Establishment Republican strategist Karl Rove attacked highly popular Vice President-elect JD Vance this week for his successful Senate bid in 2022, claiming he was a poor candidate.
Rove’s odd and unprompted insult came in a comment to the New York Times in an article published Thursday about Steven Law stepping down as head of the Sen. Mitch McConnell (R-KY)-aligned Senate Leadership Fund super PAC:
“There was a candidate running in Ohio who was a terrible fund-raiser and was not a particularly effective candidate and the rest of the Republican ticket is winning by — from 18 to 24 points,” Mr. Rove said. “But JD Vance gets dragged across the finish line by Steven Law.”
In response, senior Trump adviser Chris LaCivita blasted Rove in a post on X, calling him a “gratuitous jackass”:
This is a crappy way to compliment someone - but There is always going to be that one gratuitous jackass spouting BS - some people just can’t help themselves - pic.twitter.com/TCSlgdrocC
— Chris LaCivita (@ChrisLaCivita) December 6, 2024
“This is a crappy way to compliment someone – but There is always going to be that one gratuitous jackass spouting BS – some people just can’t help themselves,” he wrote, sharing a screenshot of the Times article.
Rove’s shot at Vance–who has a +12 percent favorability rating among 18 to 29-year-olds, per a YouGov/Economist poll–comes after Vance slammed Rove as a “slimeball” in 2022, telling then-Fox News host Tucker Carlson that Rove attempted to derail his candidacy by telling donors to back away from him after he earned Trump’s endorsement.

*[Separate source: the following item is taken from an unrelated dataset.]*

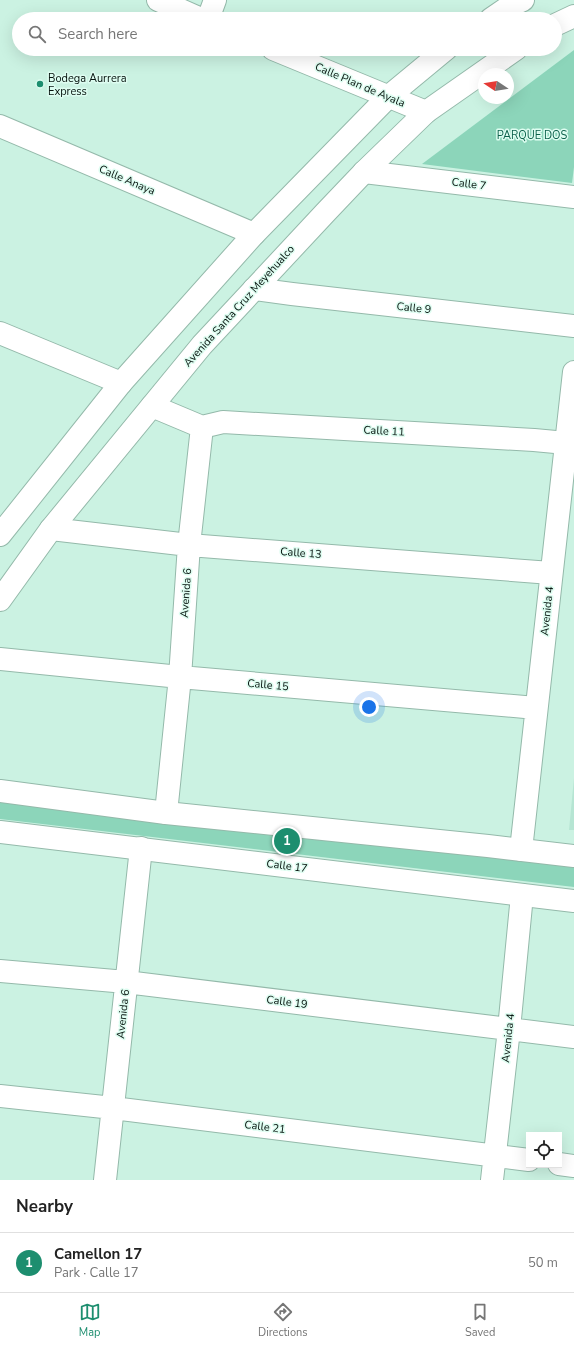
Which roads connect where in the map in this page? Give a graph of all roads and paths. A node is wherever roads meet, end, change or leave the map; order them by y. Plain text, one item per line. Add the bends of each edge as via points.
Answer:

“You know, the slimeball Karl Rove, who shipped a lot of American jobs overseas and got rich in the process and also who sent a lot of Americans to die in stupid conflicts,” Vance said.
“Karl Rove spent a lot of money, he spent a lot of op-eds criticizing my candidacy, he was even calling my donors after Trump endorsed me and encouraging them to drop my campaign.”
He continued [emphasis added]:
In a lot of ways, what this revealed, is that you do have some very corrupt political consultants in the Republican Party who despise their own voters. … A couple of days before the primary — I think we had already kind of locked it up, we were way ahead in the polls — a Republican donor group put two million dollars on TV to attack me, which really didn’t hurt my candidacy against the other Republicans; it actually just hurt me against the Democrats.
My candidacy revealed an incredible amount of corruption in our own party, and I do think that’s one of the things I do have to fight against. Tim Ryan, who I’m running against, is a total fraud, but we also have to fight against the corruption in our own party.
And while Rove hailed Law, saying he has helped Republicans win in every close race in recent years, he neglected to point out that the Senate Leadership Fund (SLF), under Law, reportedly abandoned key Republican nominees in 2022, such as Blake Masters in Arizona and Don Bolduc in New Hampshire.
SLF reportedly canceled $10 million in television ads in Arizona in September 2022 in the home stretch of the election. Masters closed the gap to Sen. Mark Kelly (D-AZ) in polling in October and began showing his first leads in the days before the election, but it proved too late after weeks of early voting. The nearly eight figures in pulled ads undoubtedly hurt Masters’ prospects.
Similarly, SLF reportedly canceled the $5.6 million it committed to help Bolduc in New Hampshire in late October. At the same time, SLF put about a million behind establishment Sen. Lisa Murkowski (R-AK) to stave off Trump-backed challenger Kelly Tshibaka in Alaska’s ranked-choice voting Senate race.
With Law stepping down with McConnell, incoming Senate Majority Leader John Thune (R-SD) is poised to select his successor, per the Times.